In Seminario a Novara ha trascorso quindici anni quale Direttore spirituale dei giovani che si stavano preparando al sacerdozio, senza dimenticare la sua presenza – una costante nel tempo – negli anni precedenti quale confessore di molti seminaristi. Ad un’intelligenza innata abbinava un’ampia conoscenza degli autori e dei testimoni della fede, al punto che le sue riflessioni negli innumerevoli incontri di spiritualità divenivano una proposta ampia e feconda di citazioni e di episodi di vita che entusiasmava il cuore e arricchiva la mente di chi lo ascoltava. Non era l’imporsi di un pensiero o di una prassi, ma la proposta rispettosa di un cammino da attuare e di una direzione da intraprendere. Potevano essere nomi meno frequentati come Teilhard de Chardin o innovativi per il tempo come Charles de Foucauld o Madeleine Delbrel, o i grandi classici della spiritualità: filtrati dalla sua riflessione personale giungevano a tutti in modo originale e familiare, in grado di rafforzare – se non rigenerare – la vita di fede. Molto profonda e sincera la sua devozione nei confronti della Vergine Maria.
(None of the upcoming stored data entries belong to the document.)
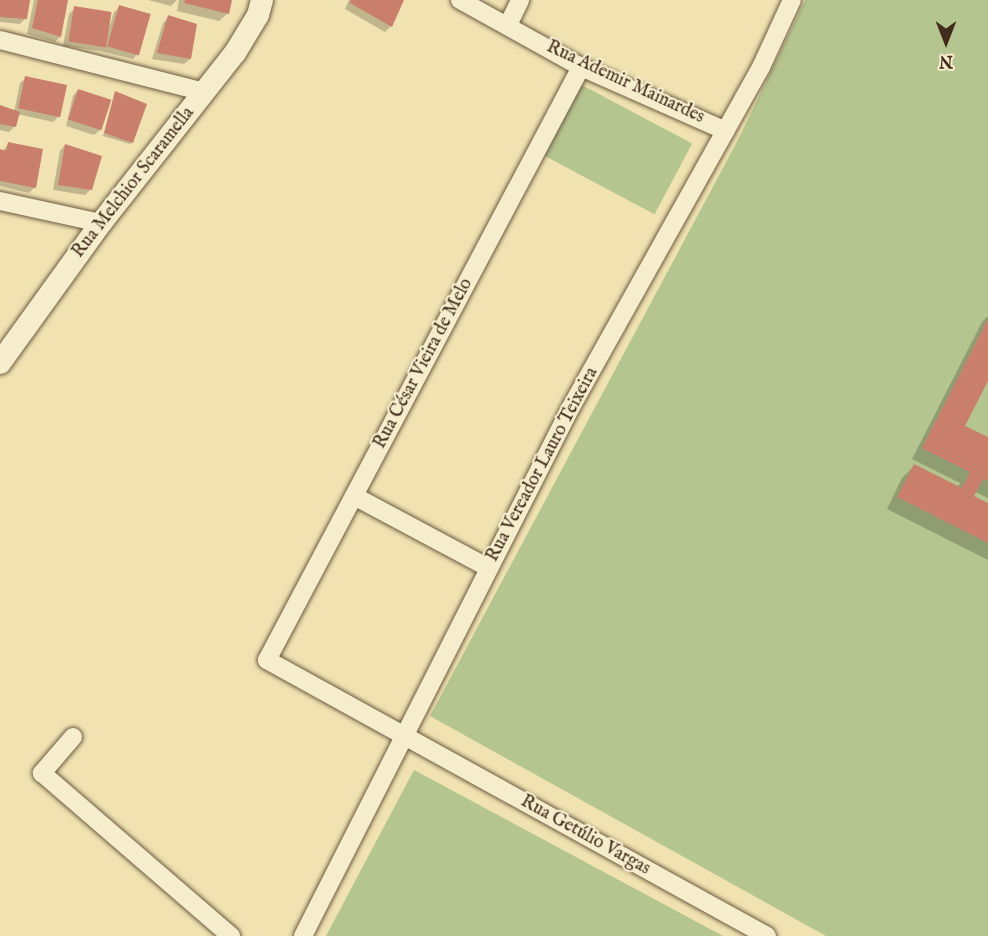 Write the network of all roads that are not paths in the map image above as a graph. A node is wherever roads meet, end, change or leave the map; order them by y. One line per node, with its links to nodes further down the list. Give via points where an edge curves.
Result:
1 (262, 0): 8 (street, Rua Melchior Scaramella, via 258,15 235,53)
2 (460, 0): 5 (street, Rua Ademir Mainardes)
3 (520, 0): 5 (street)
4 (792, 0): 9 (street, Rua Vereador Lauro Teixeira)
5 (508, 25): 7 (street, Rua Ademir Mainardes)
6 (0, 40): 8 (street)
7 (581, 67): 9 (street, Rua Ademir Mainardes); 13 (street, Rua César Vieira de Melo)
8 (204, 92): 11 (street, Rua Melchior Scaramella)
9 (726, 131): 14 (street, Rua Vereador Lauro Teixeira, via 571,407)
10 (0, 201): 11 (street)
11 (101, 223): 12 (street, Rua Melchior Scaramella)
12 (0, 363)
13 (354, 496): 14 (street); 15 (street, Rua César Vieira de Melo)
14 (489, 568): 16 (street, Rua Vereador Lauro Teixeira)
15 (267, 660): 16 (street, Rua Getúlio Vargas)
16 (404, 734): 19 (street, Rua Vereador Lauro Teixeira); 20 (street, Rua Getúlio Vargas)
17 (74, 736): 18 (street, via 42,773)
18 (231, 936)
19 (303, 936)
20 (767, 936) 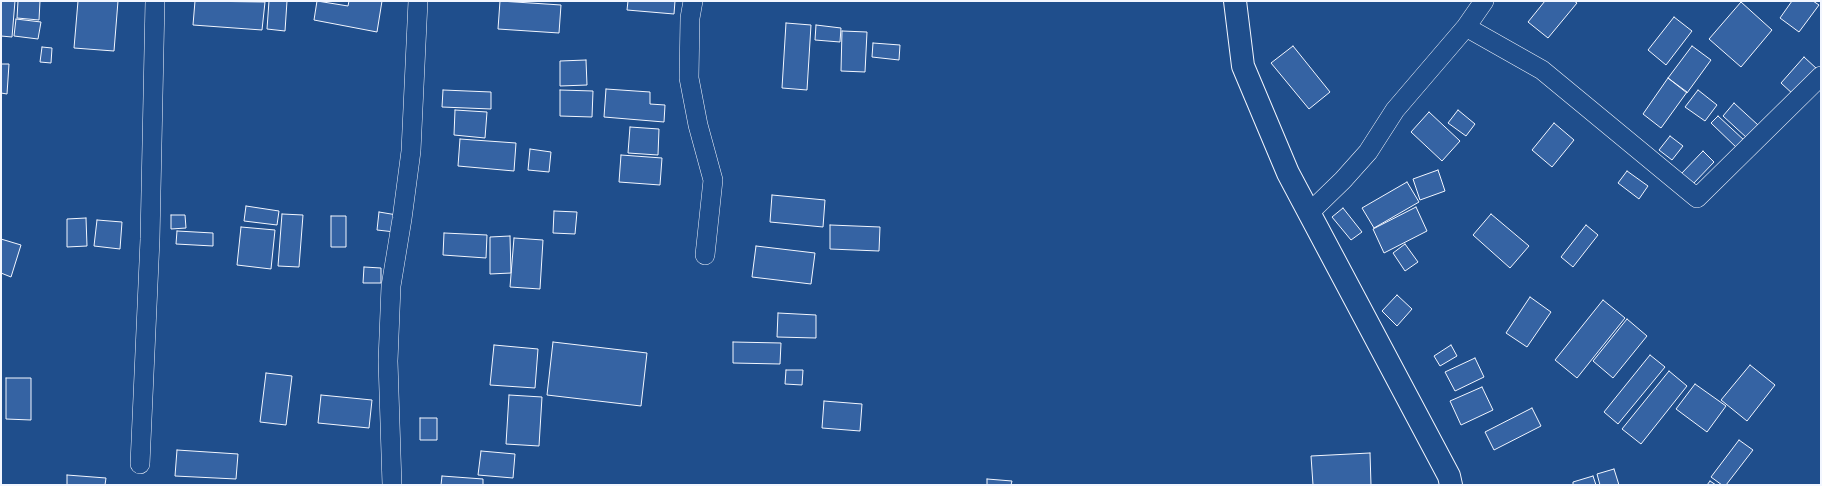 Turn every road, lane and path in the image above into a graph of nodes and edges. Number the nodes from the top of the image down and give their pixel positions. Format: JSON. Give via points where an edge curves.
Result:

Sapeva conquistarti amabilmente attraverso la sua serenità di spirito, anche attraverso una battuta, o un fatto curioso, o un episodio simpatico. Di fronte a qualche impostazione spiritualmente distorta non faceva mancare, con immediatezza e decisione – quasi come un antico profeta! –  la sua contrarietà, sostenuto però sempre da una lucida e positiva proposta. Faceva sue alcune massime, a volte ampie e complesse, di importanti autori, che amava ripetere a sé e per altri, come per ribadire i punti fermi della vita spirituale.

Notevole la sua sensibilità verso il mondo del disagio e della sofferenza. Il desiderio di impegnarsi in modo coraggioso e profetico lo porterà alla breve, e in parte drammatica esperienza della Comunità minorile di Ognissanti. Ci si renderà conto che certe problematiche non possono essere risolte solo con la generosità e la radicalità della carità. Ma anche questo episodio avrebbe offerto l’occasione per una maturazione umana e spirituale. Immancabile rimarrà però il richiamo alla figura di don Artibano – ricorrente il suo ricordo in particolare negli ultimi anni – con cui l’esperienza era stata condivisa.

Padre Mario ha sempre ritenuto importante, per un sacerdote, la vita di fraternità: il suo far parte della Comunità degli Oblati o il creare una piccola comunità alla Badia di Dulzago è sempre stata da lui considerata un’opportunità preziosa e un dono di grazia, che ha reso possibile la scelta di povertà vissuta in radicalità e un’obbedienza corrisposta con maturità per le esigenze della chiesa locale. Un ‘Padre della Chiesa’ diocesana dei nostri tempi per la spiritualità della sua vita e per il valore del suo insegnamento: un esempio arricchente di virtù sacerdotali, unite alla franchezza nella valutazione di cose ed eventi, ecclesiali e civili. Ma anche la semplicità mostrata, a volte in modo disarmante, nel suo sapersi stupire delle cose belle nella vita delle persone. Un candore che profumava di infanzia spirituale, quella più temuta dal male. Forse per questo gli era stato affidato il compito di esorcista diocesano.

Sono queste le caratteristiche della vita di grazia, rivelatasi anche nella capacità di affrontare la prova della sofferenza, unita ad una incredibile gioiosità anche nei momenti finali della sua vita. Saranno stati i poveri e i puri di cuore ad accoglierlo per primi in Cielo. Grazie, padre Mario!".